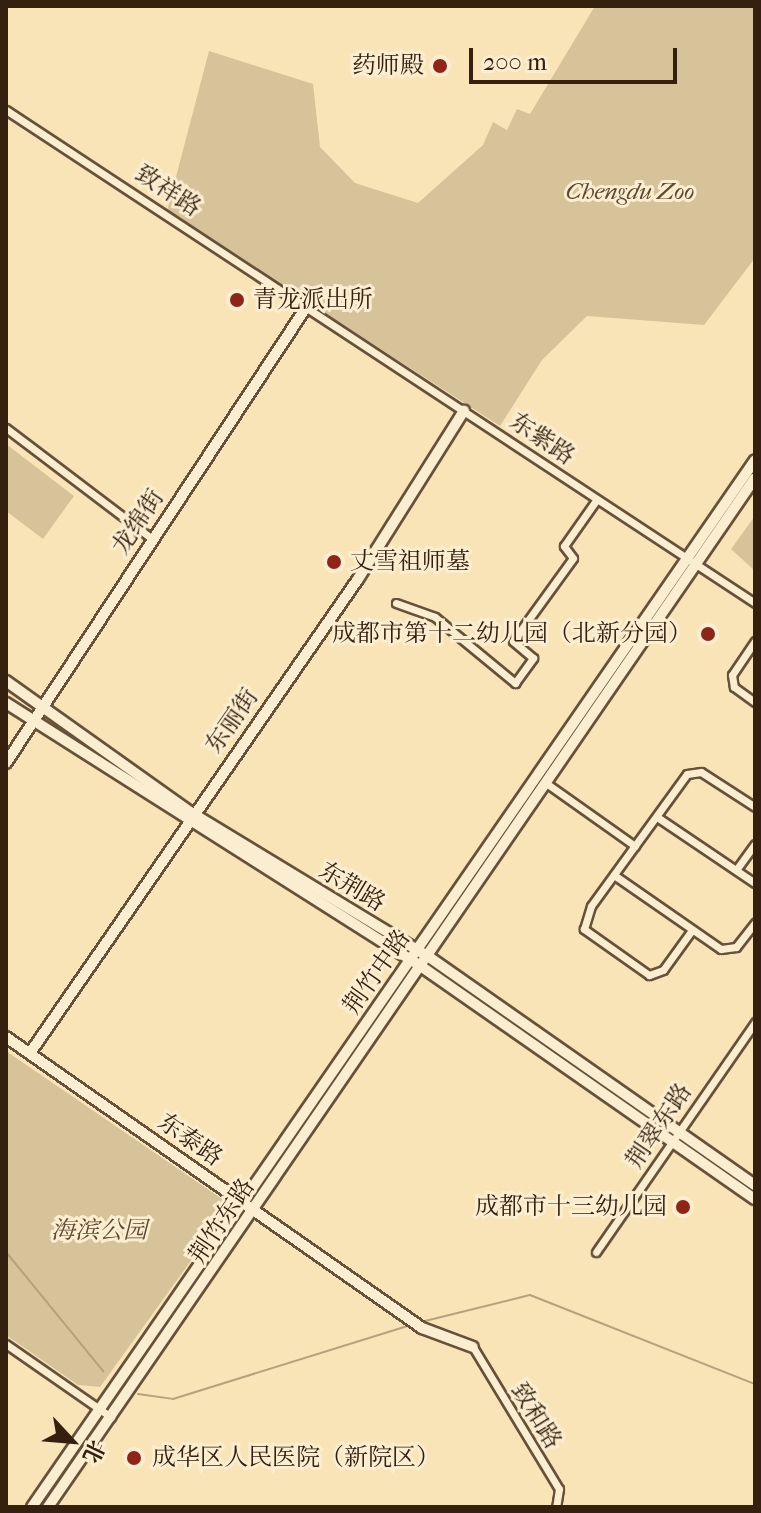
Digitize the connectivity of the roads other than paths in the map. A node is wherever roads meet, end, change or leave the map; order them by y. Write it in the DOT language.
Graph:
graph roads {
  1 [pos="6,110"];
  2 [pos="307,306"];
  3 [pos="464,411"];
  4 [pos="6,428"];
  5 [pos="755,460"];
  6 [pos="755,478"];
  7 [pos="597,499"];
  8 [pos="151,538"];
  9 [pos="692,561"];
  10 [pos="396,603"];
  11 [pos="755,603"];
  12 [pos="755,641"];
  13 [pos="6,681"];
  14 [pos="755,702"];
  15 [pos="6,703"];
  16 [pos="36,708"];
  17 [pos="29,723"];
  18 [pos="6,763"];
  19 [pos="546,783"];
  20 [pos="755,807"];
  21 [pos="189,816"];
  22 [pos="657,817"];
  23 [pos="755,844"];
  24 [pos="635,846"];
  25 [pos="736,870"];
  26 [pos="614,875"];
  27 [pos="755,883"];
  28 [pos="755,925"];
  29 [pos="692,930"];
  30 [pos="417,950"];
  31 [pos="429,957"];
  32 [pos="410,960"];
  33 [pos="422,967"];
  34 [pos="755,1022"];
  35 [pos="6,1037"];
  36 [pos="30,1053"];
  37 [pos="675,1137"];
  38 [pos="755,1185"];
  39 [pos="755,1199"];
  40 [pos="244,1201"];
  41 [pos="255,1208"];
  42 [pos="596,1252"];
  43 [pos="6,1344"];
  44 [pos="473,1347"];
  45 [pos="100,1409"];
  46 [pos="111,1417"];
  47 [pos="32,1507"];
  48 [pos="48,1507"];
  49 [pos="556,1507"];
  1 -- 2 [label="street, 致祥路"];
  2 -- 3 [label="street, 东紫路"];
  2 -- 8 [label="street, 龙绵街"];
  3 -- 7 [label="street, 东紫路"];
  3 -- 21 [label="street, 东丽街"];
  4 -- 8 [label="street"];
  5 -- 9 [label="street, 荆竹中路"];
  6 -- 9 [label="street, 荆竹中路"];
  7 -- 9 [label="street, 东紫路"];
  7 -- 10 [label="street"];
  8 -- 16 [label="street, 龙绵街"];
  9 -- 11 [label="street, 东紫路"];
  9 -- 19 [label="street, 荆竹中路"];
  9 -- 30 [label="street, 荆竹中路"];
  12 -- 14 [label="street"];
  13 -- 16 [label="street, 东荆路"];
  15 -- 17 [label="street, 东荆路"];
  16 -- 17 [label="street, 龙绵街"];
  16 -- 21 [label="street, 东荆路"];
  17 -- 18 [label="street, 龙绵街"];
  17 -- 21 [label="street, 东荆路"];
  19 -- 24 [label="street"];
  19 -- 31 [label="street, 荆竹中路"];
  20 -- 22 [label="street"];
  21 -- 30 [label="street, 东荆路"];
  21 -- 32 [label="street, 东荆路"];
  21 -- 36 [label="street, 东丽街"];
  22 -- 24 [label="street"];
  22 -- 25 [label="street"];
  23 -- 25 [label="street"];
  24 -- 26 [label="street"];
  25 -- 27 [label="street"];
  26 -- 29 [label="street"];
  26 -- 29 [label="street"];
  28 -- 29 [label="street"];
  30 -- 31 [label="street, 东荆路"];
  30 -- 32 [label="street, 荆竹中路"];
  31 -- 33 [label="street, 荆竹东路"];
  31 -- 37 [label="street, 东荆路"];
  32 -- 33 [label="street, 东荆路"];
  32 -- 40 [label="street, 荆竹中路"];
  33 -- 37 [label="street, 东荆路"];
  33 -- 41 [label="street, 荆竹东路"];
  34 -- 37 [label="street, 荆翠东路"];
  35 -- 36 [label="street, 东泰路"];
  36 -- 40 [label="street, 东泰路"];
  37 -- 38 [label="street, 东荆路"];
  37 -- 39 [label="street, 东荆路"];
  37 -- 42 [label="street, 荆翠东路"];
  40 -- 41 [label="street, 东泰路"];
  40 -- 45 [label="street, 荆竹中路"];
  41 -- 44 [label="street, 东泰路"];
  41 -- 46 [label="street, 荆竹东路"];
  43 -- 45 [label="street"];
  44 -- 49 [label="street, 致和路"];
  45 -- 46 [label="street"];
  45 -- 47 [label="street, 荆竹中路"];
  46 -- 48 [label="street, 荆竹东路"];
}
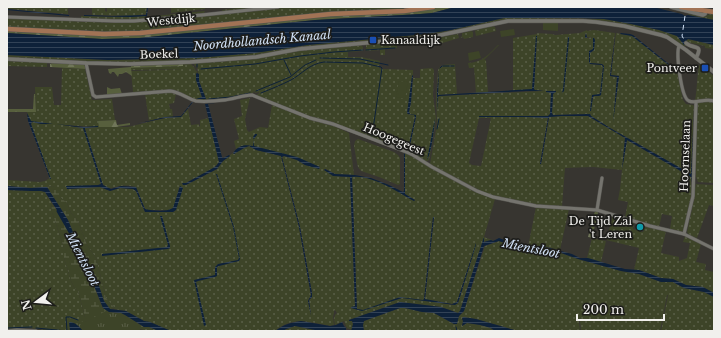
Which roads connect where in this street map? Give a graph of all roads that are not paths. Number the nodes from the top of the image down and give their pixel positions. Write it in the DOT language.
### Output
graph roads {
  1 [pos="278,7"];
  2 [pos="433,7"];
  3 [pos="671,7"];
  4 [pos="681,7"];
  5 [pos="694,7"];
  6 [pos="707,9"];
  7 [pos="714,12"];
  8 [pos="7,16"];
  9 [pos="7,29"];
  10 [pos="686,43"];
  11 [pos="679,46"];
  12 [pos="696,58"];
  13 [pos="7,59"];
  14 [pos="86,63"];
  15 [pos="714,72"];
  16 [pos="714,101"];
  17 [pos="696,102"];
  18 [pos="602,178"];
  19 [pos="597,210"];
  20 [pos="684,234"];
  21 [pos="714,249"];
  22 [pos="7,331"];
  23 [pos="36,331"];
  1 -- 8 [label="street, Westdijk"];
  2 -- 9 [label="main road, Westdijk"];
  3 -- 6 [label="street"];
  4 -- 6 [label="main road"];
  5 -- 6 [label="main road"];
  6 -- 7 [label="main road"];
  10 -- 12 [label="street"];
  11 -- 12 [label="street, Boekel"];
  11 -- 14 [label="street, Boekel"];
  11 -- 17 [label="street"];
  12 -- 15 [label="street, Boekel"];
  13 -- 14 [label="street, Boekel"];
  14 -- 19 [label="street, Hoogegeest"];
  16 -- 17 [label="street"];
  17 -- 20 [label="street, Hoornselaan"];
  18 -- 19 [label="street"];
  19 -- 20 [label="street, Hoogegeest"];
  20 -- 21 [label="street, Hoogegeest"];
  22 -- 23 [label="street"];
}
* * *
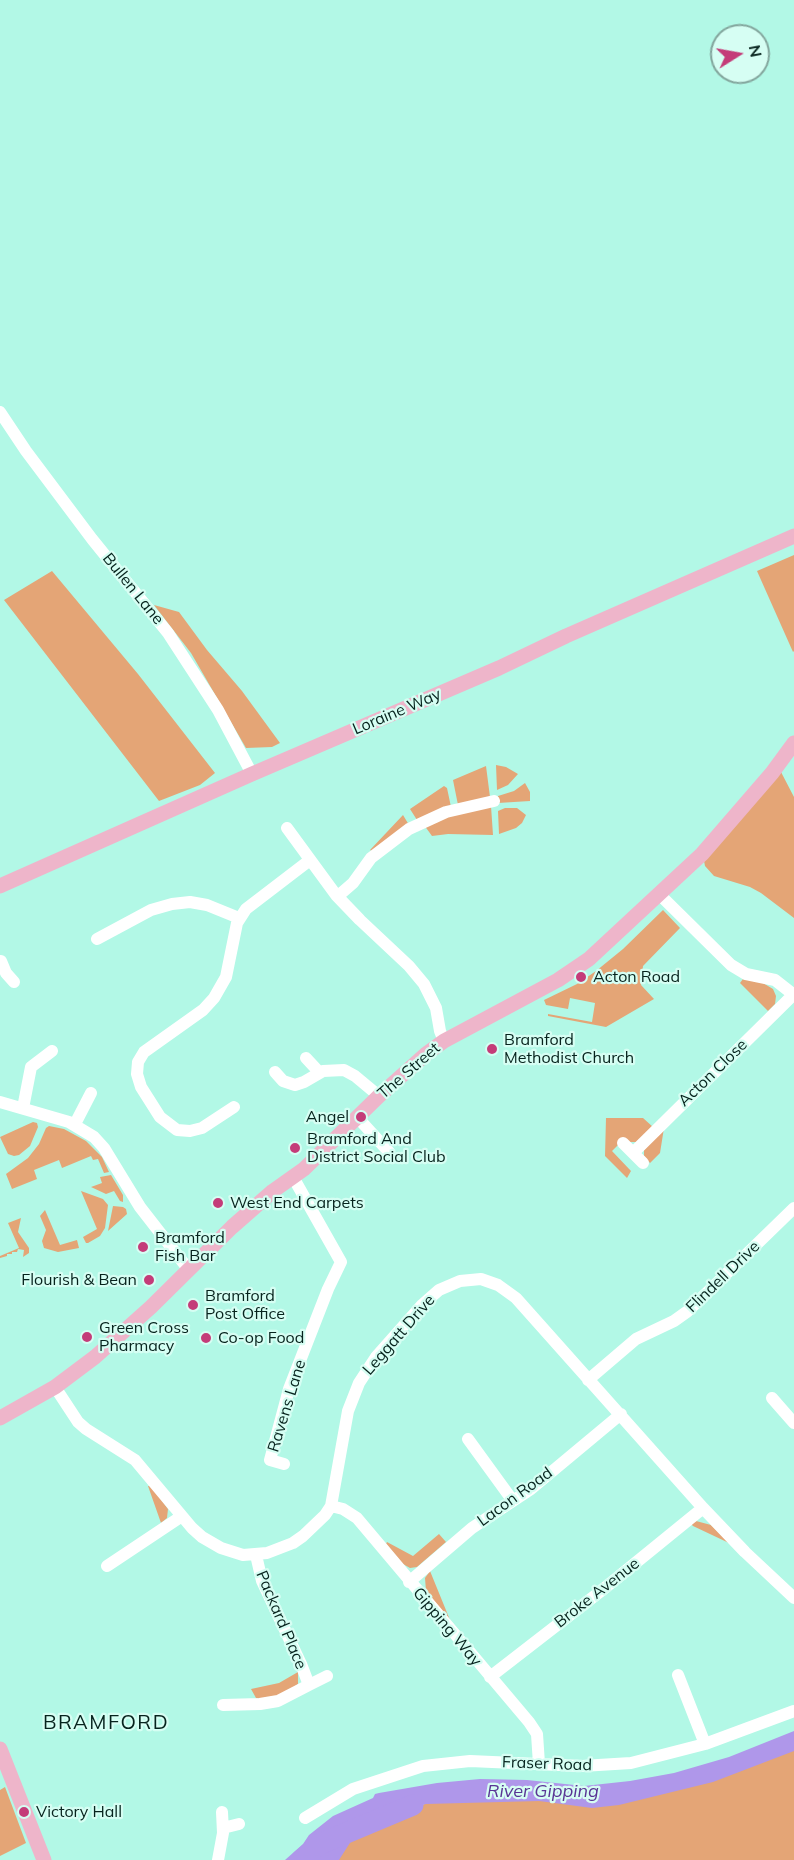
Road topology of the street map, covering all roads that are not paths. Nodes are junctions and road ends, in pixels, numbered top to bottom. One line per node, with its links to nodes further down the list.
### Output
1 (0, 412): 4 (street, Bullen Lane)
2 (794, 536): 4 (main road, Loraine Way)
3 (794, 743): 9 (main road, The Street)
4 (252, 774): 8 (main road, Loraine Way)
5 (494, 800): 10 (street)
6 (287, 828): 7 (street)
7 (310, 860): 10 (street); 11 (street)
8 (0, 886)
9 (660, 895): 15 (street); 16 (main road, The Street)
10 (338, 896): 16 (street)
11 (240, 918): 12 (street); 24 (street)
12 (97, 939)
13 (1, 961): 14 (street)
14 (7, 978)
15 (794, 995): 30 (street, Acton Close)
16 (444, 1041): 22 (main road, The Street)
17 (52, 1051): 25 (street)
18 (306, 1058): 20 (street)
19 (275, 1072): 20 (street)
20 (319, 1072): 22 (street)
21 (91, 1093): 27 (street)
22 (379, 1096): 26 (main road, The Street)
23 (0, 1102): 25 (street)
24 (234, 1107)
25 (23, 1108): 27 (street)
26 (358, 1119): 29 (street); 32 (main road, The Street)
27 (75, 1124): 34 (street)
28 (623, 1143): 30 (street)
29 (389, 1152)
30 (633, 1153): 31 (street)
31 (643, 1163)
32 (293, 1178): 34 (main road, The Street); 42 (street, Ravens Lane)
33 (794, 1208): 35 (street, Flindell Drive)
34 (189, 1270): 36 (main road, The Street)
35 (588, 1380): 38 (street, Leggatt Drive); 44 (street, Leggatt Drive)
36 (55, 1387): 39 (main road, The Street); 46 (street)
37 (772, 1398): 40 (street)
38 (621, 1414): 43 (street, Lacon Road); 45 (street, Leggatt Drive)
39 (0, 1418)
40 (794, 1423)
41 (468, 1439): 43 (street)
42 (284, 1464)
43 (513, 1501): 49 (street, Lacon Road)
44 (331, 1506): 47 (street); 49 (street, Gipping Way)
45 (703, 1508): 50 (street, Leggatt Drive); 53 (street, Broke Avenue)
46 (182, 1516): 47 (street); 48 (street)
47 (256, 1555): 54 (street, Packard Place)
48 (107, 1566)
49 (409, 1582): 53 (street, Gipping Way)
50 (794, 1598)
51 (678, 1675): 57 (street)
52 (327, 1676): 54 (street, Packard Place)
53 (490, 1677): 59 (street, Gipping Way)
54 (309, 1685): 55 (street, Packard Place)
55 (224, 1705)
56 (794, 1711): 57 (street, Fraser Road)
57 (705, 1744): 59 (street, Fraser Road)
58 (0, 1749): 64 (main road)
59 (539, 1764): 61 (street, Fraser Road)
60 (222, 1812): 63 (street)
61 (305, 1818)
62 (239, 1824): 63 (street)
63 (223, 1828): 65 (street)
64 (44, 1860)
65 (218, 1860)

● **Task requirements**
Output only the number of lines in the data above that include the word "Hoogegeest".

● **Result**
3